***** EXERCISE MATERIAL

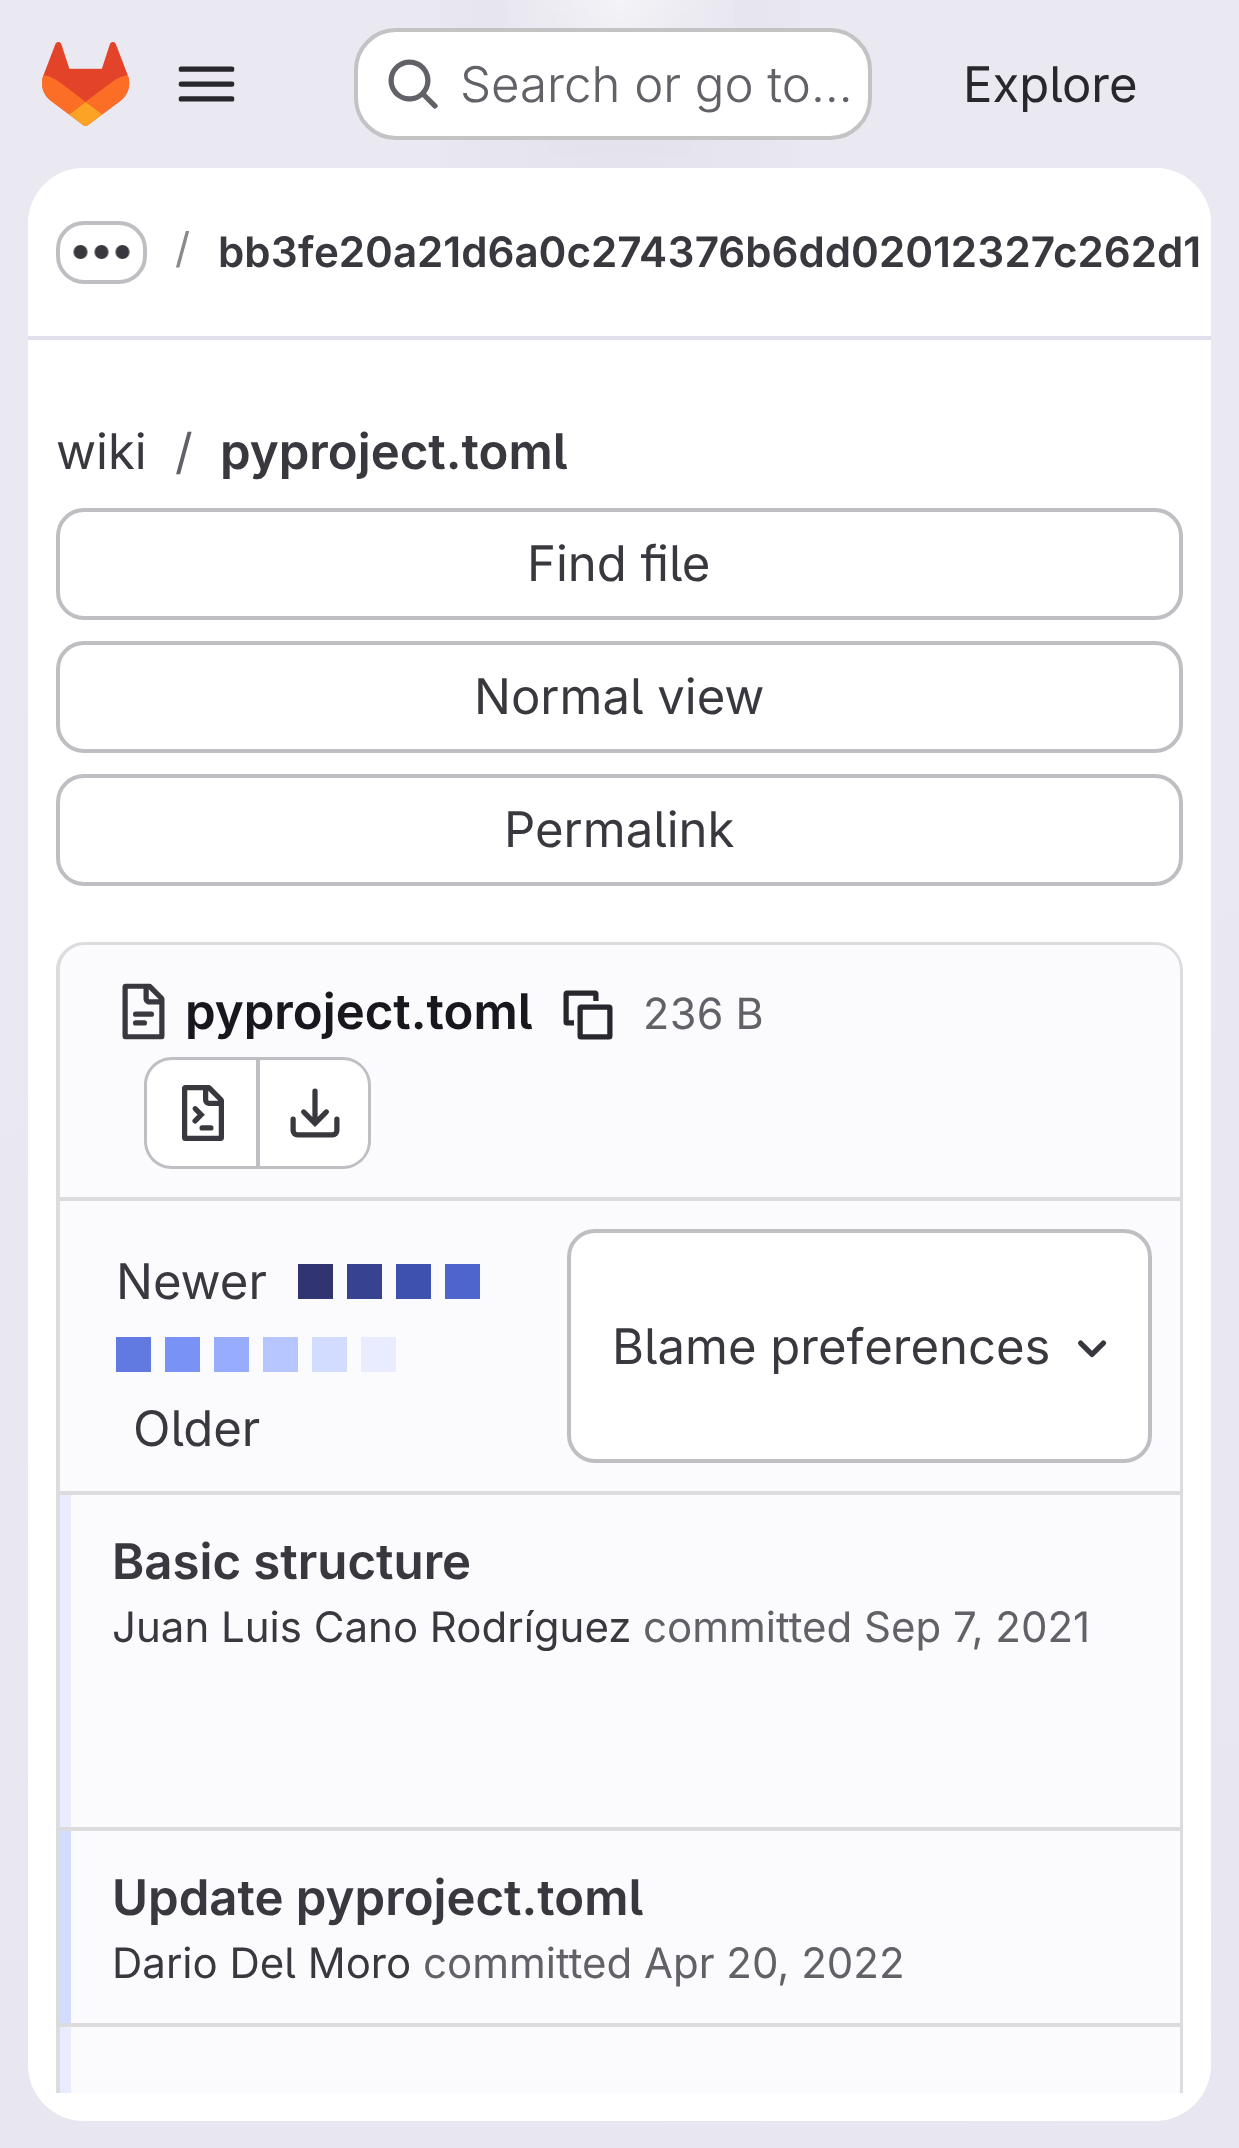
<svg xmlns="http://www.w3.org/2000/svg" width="1239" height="2148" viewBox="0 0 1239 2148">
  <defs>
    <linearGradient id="g1" gradientUnits="userSpaceOnUse" x1="822" y1="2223" x2="417" y2="-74"><stop offset="0" stop-color="#e8e6f0"/><stop offset="0.7" stop-color="#eae9f2"/></linearGradient>
    <radialGradient id="g2" gradientUnits="userSpaceOnUse" cx="0" cy="0" r="1" gradientTransform="matrix(620 0 0 2149 620 0)"><stop offset="0" stop-color="#e4e2ed"/><stop offset="0.4" stop-color="#e4e2ed" stop-opacity="0"/></radialGradient>
    <radialGradient id="g3" gradientUnits="userSpaceOnUse" cx="0" cy="0" r="1" gradientTransform="matrix(620 0 0 2149 620 0)"><stop offset="0" stop-color="#e4e2ec"/><stop offset="0.28" stop-color="#e4e2ec" stop-opacity="0"/></radialGradient>
    <radialGradient id="g4" gradientUnits="userSpaceOnUse" cx="620" cy="0" r="2237"><stop offset="0" stop-color="#ffffff" stop-opacity="0.6"/><stop offset="0.06" stop-color="#ffffff" stop-opacity="0"/></radialGradient>
    <clipPath id="clip1"><rect x="28" y="340" width="1183" height="1753"/></clipPath>
    <clipPath id="clip2"><rect x="60" y="1495" width="1120" height="598"/></clipPath>
  </defs>
  <rect width="100%" height="100%" fill="#ffffff"/>
  <rect x="0" y="0" width="1239" height="2148" fill="url(#g1)"/>
  <rect x="441" y="0" width="358" height="168" fill="url(#g2)"/>
  <rect x="548" y="13" width="144" height="142" fill="url(#g3)"/>
  <rect x="506" y="0" width="228" height="28" fill="url(#g4)"/>
  <image x="42" y="42" width="88" height="84" href="img1.png"/>
  <image x="178" y="66" width="57" height="36" href="img2.png"/>
  <rect x="354" y="28" width="518" height="112" rx="42" fill="#ffffff"/>
  <rect x="356" y="30" width="514" height="108" rx="40" fill="none" stroke="#050506" stroke-opacity="0.24" stroke-width="4"/>
  <image x="388" y="59" width="50" height="50" href="img3.png"/>
  <text x="460" y="102" font-family="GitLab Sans" font-size="49" font-weight="300" fill="#626168">Search or go to…</text>
  <text x="963" y="102" font-family="GitLab Sans" font-size="49" fill="#28272d">Explore</text>
  <rect x="28" y="168" width="1183" height="1953" rx="56" fill="#ffffff"/>
  <path d="M84 168H1155C1186 168 1211 193 1211 224V340H28V224C28 193 53 168 84 168Z" fill="#ffffff"/>
  <rect x="28" y="336" width="1183" height="4" fill="#e1dfec"/>
  <rect x="58" y="223" width="87" height="59" rx="26" fill="none" stroke="#bfbfc3" stroke-width="4"/>
  <image x="73" y="245" width="57" height="14" href="img4.png"/>
  <text x="175" y="263" font-family="GitLab Sans" font-size="42" fill="#89888d">/</text>
  <text x="218" y="267" font-family="GitLab Sans" font-size="42" font-weight="600" fill="#3a383f">bb3fe20a21d6a0c274376b6dd02012327c262d1</text>
  <text x="56" y="469" font-family="GitLab Sans" font-size="49" fill="#3a383f">wiki</text>
  <text x="175" y="469" font-family="GitLab Sans" font-size="49" fill="#626168">/</text>
  <text x="220" y="469" font-family="GitLab Sans" font-size="49" font-weight="600" fill="#3a383f">pyproject.toml</text>
  <rect x="58" y="510" width="1123" height="108" rx="26" fill="none" stroke="#bfbfc3" stroke-width="4"/>
  <text x="527" y="581" font-family="GitLab Sans" font-size="49" fill="#3a383f">Find file</text>
  <rect x="58" y="643" width="1123" height="108" rx="26" fill="none" stroke="#bfbfc3" stroke-width="4"/>
  <text x="474" y="714" font-family="GitLab Sans" font-size="49" fill="#3a383f">Normal view</text>
  <rect x="58" y="776" width="1123" height="108" rx="26" fill="none" stroke="#bfbfc3" stroke-width="4"/>
  <text x="504" y="847" font-family="GitLab Sans" font-size="49" fill="#3a383f">Permalink</text>
  <g clip-path="url(#clip1)">
    <path d="M84 942C69 942 56 955 56 970V2114L60 2116V970C60 957 71 946 84 946H1155C1168 946 1179 957 1179 970V2116L1183 2114V970C1183 955 1170 942 1155 942Z" fill="#dcdcde"/>
  </g>
  <path d="M85 945H1155C1169 945 1180 956 1180 970V1201H60V970C60 956 71 945 85 945Z" fill="#fbfafd"/>
  <rect x="60" y="1197" width="1120" height="4" fill="#dcdcde"/>
  <image x="122" y="983" width="43" height="57" href="img5.png"/>
  <text x="185" y="1029" font-family="GitLab Sans" font-size="49" font-weight="600" fill="#18171d">pyproject.toml</text>
  <image x="563" y="990" width="50" height="50" href="img6.png"/>
  <text x="643" y="1029" font-family="GitLab Sans" font-size="43" fill="#626168">236 B</text>
  <path d="M172 1061H256V1166H172C158 1166 147 1155 147 1141V1086C147 1072 158 1061 172 1061Z" fill="#ffffff"/>
  <path d="M172 1057H256V1169H172C156 1169 144 1156 144 1141V1085C144 1070 156 1057 172 1057ZM172 1060H256V1166H172C158 1166 147 1155 147 1141V1085C147 1071 158 1060 172 1060Z" fill="#bfbfc3" fill-rule="evenodd"/>
  <image x="182" y="1085" width="42" height="56" href="img7.png"/>
  <path d="M259 1061H343C357 1061 368 1072 368 1086V1141C368 1155 357 1166 343 1166H259Z" fill="#ffffff"/>
  <path d="M259 1057H343C358 1057 371 1070 371 1085V1141C371 1156 358 1169 343 1169H259ZM259 1060H343C357 1060 368 1071 368 1085V1141C368 1155 357 1166 343 1166H259Z" fill="#bfbfc3" fill-rule="evenodd"/>
  <rect x="256" y="1057" width="4" height="112" fill="#bfbfc3"/>
  <image x="290" y="1088" width="50" height="50" href="img8.png"/>
  <rect x="60" y="1201" width="1120" height="290" fill="#fbfafd"/>
  <rect x="60" y="1491" width="1120" height="4" fill="#dcdcde"/>
  <text x="116" y="1299" font-family="GitLab Sans" font-size="49" fill="#3a383f">Newer</text>
  <rect x="298" y="1264" width="35" height="35" fill="#303470"/>
  <rect x="347" y="1264" width="35" height="35" fill="#374291"/>
  <rect x="396" y="1264" width="35" height="35" fill="#3f51ae"/>
  <rect x="445" y="1264" width="35" height="35" fill="#4e65cd"/>
  <rect x="116" y="1337" width="35" height="35" fill="#617ae2"/>
  <rect x="165" y="1337" width="35" height="35" fill="#7992f5"/>
  <rect x="214" y="1337" width="35" height="35" fill="#97acff"/>
  <rect x="263" y="1337" width="35" height="35" fill="#b7c6ff"/>
  <rect x="312" y="1337" width="35" height="35" fill="#d2dcff"/>
  <rect x="361" y="1337" width="35" height="35" fill="#e9ebff"/>
  <text x="133" y="1446" font-family="GitLab Sans" font-size="49" fill="#3a383f">Older</text>
  <rect x="569" y="1231" width="581" height="230" rx="26" fill="#ffffff" stroke="#bfbfc3" stroke-width="4"/>
  <text x="612" y="1364" font-family="GitLab Sans" font-size="49" fill="#3a383f">Blame preferences</text>
  <image x="1078" y="1340" width="29" height="18" href="img9.png"/>
  <rect x="60" y="1827" width="1120" height="4" fill="#dcdcde"/>
  <rect x="71" y="1495" width="1109" height="332" fill="#fbfafd"/>
  <rect x="60" y="1495" width="11" height="332" fill="#e9ebff"/>
  <text x="112" y="1579" font-family="GitLab Sans" font-size="49" font-weight="600" fill="#3a383f">Basic structure</text>
  <text x="112" y="1642" font-family="GitLab Sans" font-size="42" fill="#3a383f">Juan Luis Cano Rodríguez</text>
  <text x="643" y="1642" font-family="GitLab Sans" font-size="42" fill="#626168">committed Sep 7, 2021</text>
  <rect x="60" y="2023" width="1120" height="4" fill="#dcdcde"/>
  <rect x="71" y="1831" width="1109" height="192" fill="#fbfafd"/>
  <rect x="60" y="1831" width="11" height="192" fill="#d2dcff"/>
  <text x="112" y="1915" font-family="GitLab Sans" font-size="49" font-weight="600" fill="#3a383f">Update pyproject.toml</text>
  <text x="112" y="1978" font-family="GitLab Sans" font-size="42" fill="#3a383f">Dario Del Moro</text>
  <text x="423" y="1978" font-family="GitLab Sans" font-size="42" fill="#626168">committed Apr 20, 2022</text>
  <g clip-path="url(#clip2)">
    <path d="M60 2027H1211V2065C1211 2096 1186 2121 1155 2121H60Z" fill="#fbfafd"/>
  </g>
  <rect x="60" y="2027" width="11" height="66" fill="#e9ebff"/>
</svg>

**********

### [TASK DIRECTIONS]
The answer must consist of every line from the entries above that contains "pyproject".

### [SOLUTION]
  <text x="220" y="469" font-family="GitLab Sans" font-size="49" font-weight="600" fill="#3a383f">pyproject.toml</text>
  <text x="185" y="1029" font-family="GitLab Sans" font-size="49" font-weight="600" fill="#18171d">pyproject.toml</text>
  <text x="112" y="1915" font-family="GitLab Sans" font-size="49" font-weight="600" fill="#3a383f">Update pyproject.toml</text>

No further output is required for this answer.